On the eve of Jay Inslee's swearing in as her replacement, Gov. Chris Gregoire delivered a farewell address, which is worth a read. (Check out our own John Stang's full report on Gregoire's speech.) The outgoing governor brags on lots of achievements, including some — education and the environment come to mind — where her administration's work was more mediocre than exemplary. That said, she's an extraordinary person who led the state well and always valued relationships. She introduced family members, including her daughters (one a lawyer, the other a law student) and two-month-old granddaughter:
It’s true. We’ve already opened her GET account, and as a family of lawyers, we’ve found the perfect way to lull her to sleep. Turns out reading the Revised Code of Washington to babies does wonders in putting both parent and child to bed.
Some might take the GET mention (GET, the savings account for prepaid tuition at a state university, is a Gregoire program) as a parting swipe at Sen. Rodney Tom, whose efforts to kill the popular, middle-class-friendly program have angered many. We certainly hope so. Even those of us irked by some of Gregoire's budget cuts, respect her courage in making them. She never balked at the tough calls.

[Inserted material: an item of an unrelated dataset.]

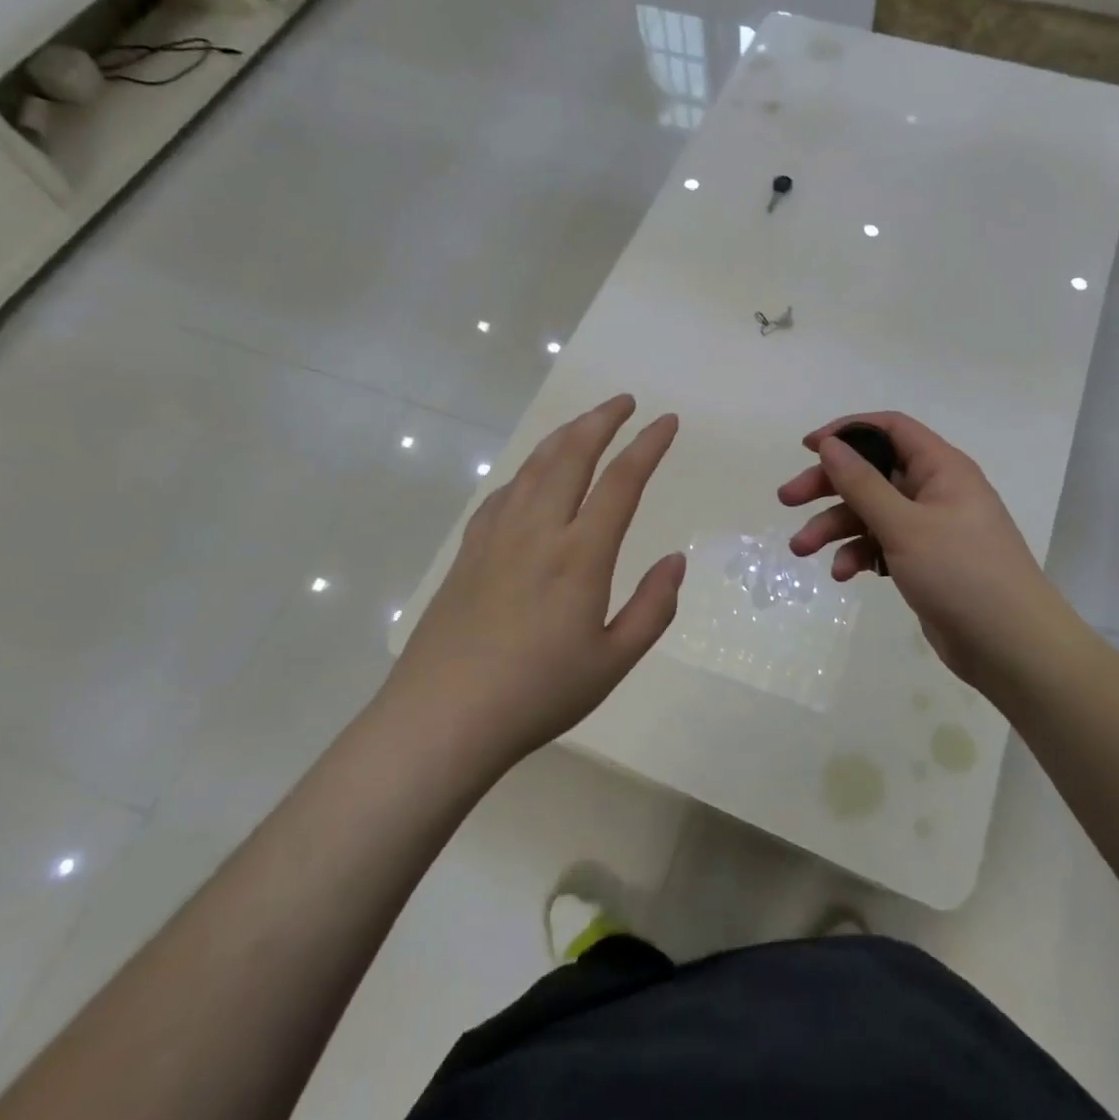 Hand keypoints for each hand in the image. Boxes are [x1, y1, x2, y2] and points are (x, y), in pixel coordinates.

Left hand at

BTW: There was a good salute to her this morning by The News Tribune's editorial page from a very middle-of-the-road perspective. It concludes:
For the last eight years, Washington has had a serious, focused and honorable leader in the governor’s mansion. The state is better off for it.
The Weekly's Nina Shapiro, an expert on education, reports that an intriguing idea has emerged in the Legislature: Letting the state create a school district to take over operation of low-performing schools. Shapiro says there is no legislation drafted so far. But the person talking up the idea is Eastside Democratic Rep. Ross Hunter, one of the real brains in the Legislature. Hunter tells her that the state wouldn't take over hundreds of schools, but would instead concentrate on the truly worst cases. She also notes that the jury is still out on whether state takeovers of school systems have been helpful elsewhere.
County Council nominees
Late this afternoon, King County Executive Dow Constantine cut the pool of possible appointees to the County Council seat vacated by Bob Ferguson (who is being sworn in Wednesday as state attorney general). The three names he is forwarding to the council for a final decision: Rod Dembowski, an attorney with Foster Pepper PLLC; Will Hall, a Shoreline City Council member and, in his day job, analyst with the Snohomish County Council; and state Rep. Cindy Ryu.
Last summer, fellow editor Berit Anderson wrote about the Bullitt Foundation's work on its new Bullitt Center, which is going up at 15th and Madison. The construction is nearing completion; the Center will be dedicated in April on — when else? — Earth Day, April 22. (The video is posted by the communications director for the Center.)